Untuk masing-masing faktor yang diidentifikasi dalam langkah dua, manajer brainstorm kemungkinan penyebab masalah, dan menambahkan ini buat diagram, seperti ditunjukkan pada gambar 3.

Gambar tiga – Cause and Effect Analysis Contoh Langkah 3

Langkah 4: Analisis Diagram Anda

Pada termin ini Anda harus mempunyai diagram yang menampakan semua kemungkinan penyebab perkara yang dapat Anda pikirkan.

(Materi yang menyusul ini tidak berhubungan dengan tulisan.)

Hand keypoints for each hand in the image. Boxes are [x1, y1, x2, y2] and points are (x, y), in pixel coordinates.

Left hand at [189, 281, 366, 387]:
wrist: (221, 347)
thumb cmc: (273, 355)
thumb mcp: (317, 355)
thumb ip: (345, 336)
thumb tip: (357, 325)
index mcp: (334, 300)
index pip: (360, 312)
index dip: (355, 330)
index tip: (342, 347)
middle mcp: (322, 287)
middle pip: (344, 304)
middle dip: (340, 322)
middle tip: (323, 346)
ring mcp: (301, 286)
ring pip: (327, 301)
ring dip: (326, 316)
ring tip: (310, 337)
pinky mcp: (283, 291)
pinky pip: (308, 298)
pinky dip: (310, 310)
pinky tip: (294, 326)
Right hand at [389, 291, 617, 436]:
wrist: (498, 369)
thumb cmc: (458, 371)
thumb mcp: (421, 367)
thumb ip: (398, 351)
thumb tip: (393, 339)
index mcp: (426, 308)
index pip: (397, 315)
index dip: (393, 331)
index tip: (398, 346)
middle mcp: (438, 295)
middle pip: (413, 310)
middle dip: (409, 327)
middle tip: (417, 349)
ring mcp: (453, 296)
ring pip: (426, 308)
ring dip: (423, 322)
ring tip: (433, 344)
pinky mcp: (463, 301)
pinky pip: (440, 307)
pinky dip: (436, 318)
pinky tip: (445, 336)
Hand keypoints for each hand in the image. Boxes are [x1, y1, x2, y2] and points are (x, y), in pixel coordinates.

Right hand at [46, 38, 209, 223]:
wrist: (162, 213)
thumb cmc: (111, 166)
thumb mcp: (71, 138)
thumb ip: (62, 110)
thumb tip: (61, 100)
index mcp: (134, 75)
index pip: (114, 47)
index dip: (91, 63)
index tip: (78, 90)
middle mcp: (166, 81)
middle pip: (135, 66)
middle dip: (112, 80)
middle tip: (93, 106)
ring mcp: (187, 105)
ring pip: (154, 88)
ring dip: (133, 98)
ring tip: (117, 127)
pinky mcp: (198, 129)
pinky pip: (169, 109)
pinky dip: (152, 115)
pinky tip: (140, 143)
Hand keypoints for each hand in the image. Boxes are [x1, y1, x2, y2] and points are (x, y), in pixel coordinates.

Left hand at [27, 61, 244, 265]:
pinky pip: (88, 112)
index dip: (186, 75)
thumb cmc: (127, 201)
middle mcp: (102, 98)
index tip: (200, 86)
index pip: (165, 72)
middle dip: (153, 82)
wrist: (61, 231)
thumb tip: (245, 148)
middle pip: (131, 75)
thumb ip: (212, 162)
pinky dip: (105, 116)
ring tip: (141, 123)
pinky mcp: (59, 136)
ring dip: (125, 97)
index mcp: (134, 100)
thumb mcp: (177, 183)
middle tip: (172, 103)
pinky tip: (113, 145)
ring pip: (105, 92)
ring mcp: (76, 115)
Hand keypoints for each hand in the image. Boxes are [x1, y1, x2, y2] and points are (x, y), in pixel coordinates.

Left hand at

Tergantung pada kompleksitas & pentingnya kasus, Anda kini dapat memeriksa kemungkinan penyebab lebih lanjut. Ini mungkin melibatkan menyiapkan penyelidikan, melakukan survei, dan sebagainya. Ini akan dibuat buat menguji mana dari kemungkinan penyebab sebenarnya menaruh donasi terhadap kasus.

Contoh:

Manajer kini telah selesai Penyebab & Analisis Efek. Apabila dia tidak melihat masalah menggunakan cara ini, ia mungkin sudah mengatasinya dengan perkiraan bahwa orang-orang pada tempat kerja cabang yg "sebagai sulit."

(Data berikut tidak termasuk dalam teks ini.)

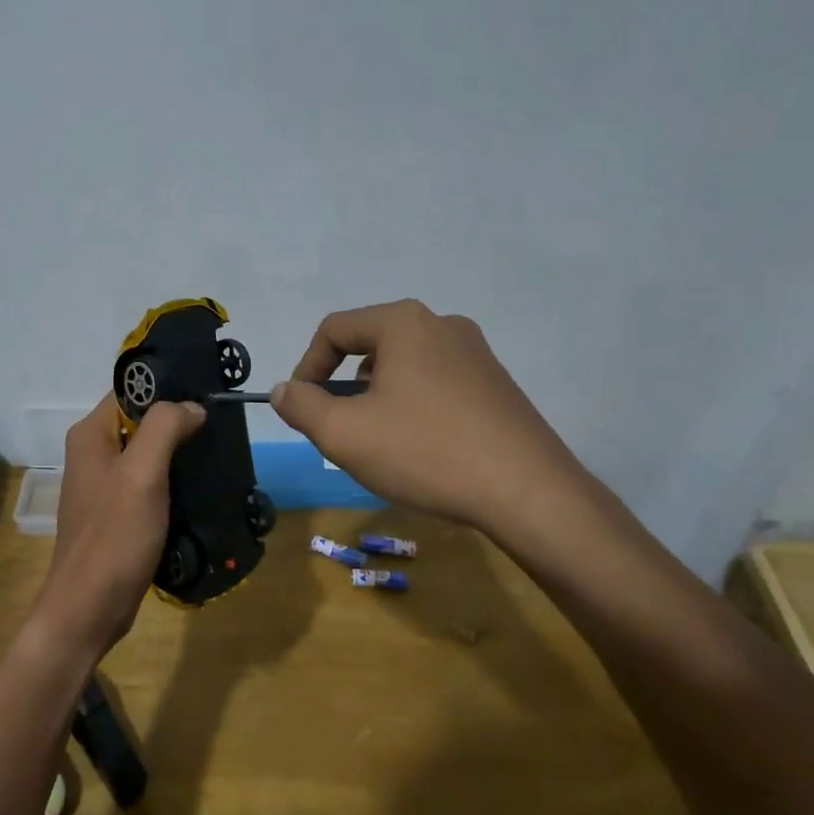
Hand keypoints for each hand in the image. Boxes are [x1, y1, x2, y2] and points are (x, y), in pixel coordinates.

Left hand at [31, 396, 204, 659]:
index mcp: (91, 434)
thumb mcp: (142, 474)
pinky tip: (202, 487)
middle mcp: (94, 452)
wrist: (89, 608)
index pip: (131, 390)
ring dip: (180, 453)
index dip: (168, 388)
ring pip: (149, 453)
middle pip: (142, 421)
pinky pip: (150, 482)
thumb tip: (193, 406)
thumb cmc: (114, 536)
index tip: (208, 394)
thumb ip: (165, 428)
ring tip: (218, 453)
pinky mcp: (118, 512)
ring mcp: (105, 484)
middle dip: (179, 422)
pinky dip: (174, 481)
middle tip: (221, 427)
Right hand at [270, 299, 587, 536]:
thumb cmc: (426, 452)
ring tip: (381, 444)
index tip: (302, 408)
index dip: (307, 367)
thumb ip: (301, 406)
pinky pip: (437, 383)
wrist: (528, 492)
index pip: (334, 330)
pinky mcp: (497, 383)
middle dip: (345, 387)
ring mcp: (476, 353)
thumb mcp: (345, 433)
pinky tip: (422, 448)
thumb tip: (285, 390)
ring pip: (405, 366)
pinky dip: (414, 407)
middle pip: (371, 346)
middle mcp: (442, 324)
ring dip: (379, 398)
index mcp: (404, 323)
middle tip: (341, 430)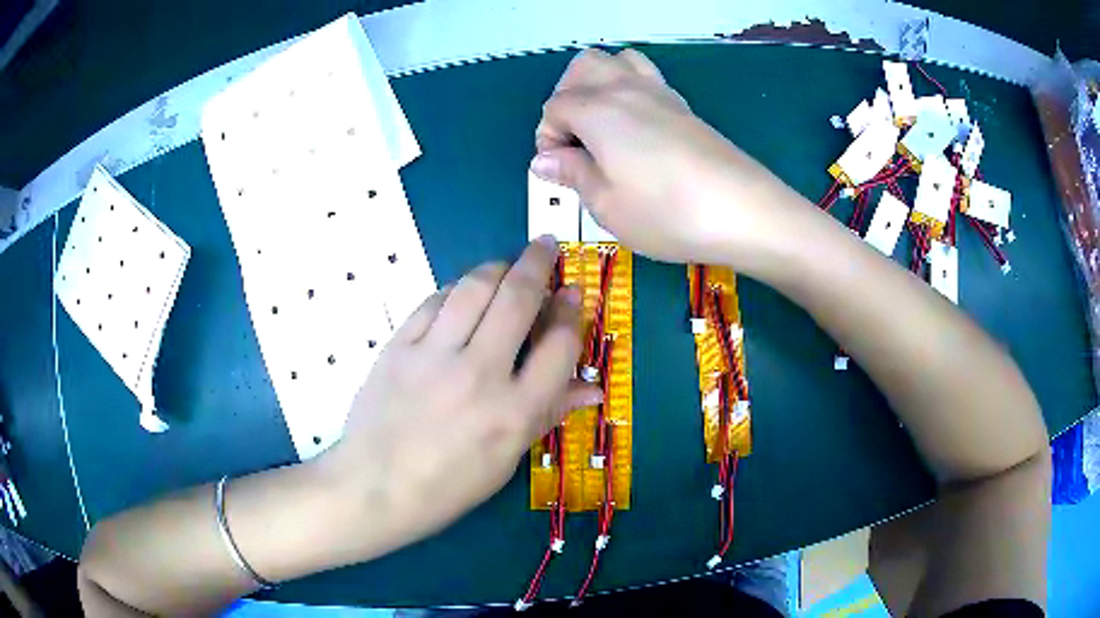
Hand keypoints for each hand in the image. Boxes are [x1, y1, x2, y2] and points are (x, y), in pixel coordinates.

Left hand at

Sebaliknya beliau berpikir bahwa pendekatan terbaik merupakan buat mengatur pertemuan menggunakan Pimpinan Cabang. Hal ini akan memungkinkan beliau untuk singkat manajer sepenuhnya dalam strategi baru, & berbicara melalui perkara bahwa beliau mungkin mengalami.

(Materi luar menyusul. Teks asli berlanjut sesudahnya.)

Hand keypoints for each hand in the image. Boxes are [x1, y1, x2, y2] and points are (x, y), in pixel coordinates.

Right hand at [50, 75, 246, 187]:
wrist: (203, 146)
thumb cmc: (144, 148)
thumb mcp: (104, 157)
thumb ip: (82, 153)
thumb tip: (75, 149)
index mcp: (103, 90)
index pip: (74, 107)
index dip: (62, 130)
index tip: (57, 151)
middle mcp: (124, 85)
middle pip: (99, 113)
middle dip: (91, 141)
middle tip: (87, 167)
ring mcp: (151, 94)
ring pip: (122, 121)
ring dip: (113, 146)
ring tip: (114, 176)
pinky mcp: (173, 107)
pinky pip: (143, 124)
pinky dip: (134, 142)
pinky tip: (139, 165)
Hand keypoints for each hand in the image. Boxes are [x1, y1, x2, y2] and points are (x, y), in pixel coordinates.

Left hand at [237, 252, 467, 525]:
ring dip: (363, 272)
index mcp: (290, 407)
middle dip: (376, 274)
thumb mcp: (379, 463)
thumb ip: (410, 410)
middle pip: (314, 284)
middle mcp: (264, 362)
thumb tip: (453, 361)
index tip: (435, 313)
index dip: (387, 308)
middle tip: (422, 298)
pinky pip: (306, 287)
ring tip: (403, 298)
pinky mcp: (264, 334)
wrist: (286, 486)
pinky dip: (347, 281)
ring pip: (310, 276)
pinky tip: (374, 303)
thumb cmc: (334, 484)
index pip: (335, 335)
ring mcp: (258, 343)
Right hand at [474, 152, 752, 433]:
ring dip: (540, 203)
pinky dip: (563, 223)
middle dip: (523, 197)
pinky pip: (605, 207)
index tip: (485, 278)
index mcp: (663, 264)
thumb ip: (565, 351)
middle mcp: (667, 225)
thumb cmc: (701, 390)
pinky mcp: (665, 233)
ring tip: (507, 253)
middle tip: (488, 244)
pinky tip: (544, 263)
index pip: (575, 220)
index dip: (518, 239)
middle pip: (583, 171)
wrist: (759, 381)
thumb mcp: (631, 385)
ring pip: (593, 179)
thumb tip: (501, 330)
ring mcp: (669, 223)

Tip: Sebuah cara yang berguna untuk menggunakan Penyebab dan Analisis Efek dengan tim adalah untuk menulis semua kemungkinan penyebab masalah di atas catatan tempel. nda kemudian dapat mengelompokkan yang serupa bersama-sama pada diagram.

Pendekatan ini kadang-kadang disebut CEDAC (Cause and Effect Diagram menggunakan Kartu Tambahan) dan dikembangkan sang Dr Ryuji Fukuda, ahli Jepang di perbaikan monoton.

Poin Penting:

Profesor Kaoru Ishikawa menciptakan Penyebab & Analisis Pengaruh pada tahun 1960. Teknik ini menggunakan pendekatan berbasis diagram untuk memikirkan semua kemungkinan penyebab masalah. Ini akan membantu Anda untuk melakukan analisis mendalam tentang situasi.

Ada empat langkah untuk menggunakan Penyebab dan Analisis Efek.

  1. Mengidentifikasi masalah.
  2. Berolahraga faktor utama yang terlibat.
  3. Mengidentifikasi kemungkinan penyebab.
  4. Menganalisis diagram Anda.

Coba gunakan Penyebab dan Analisis Efek – Anda akan menemukan bahwa mereka sangat berguna ketika Anda mencoba untuk memecahkan masalah rumit.

Home | Bab Sebelumnya | Menu | Bab Selanjutnya

  • Share

Leave a Reply

Your email address will not be published.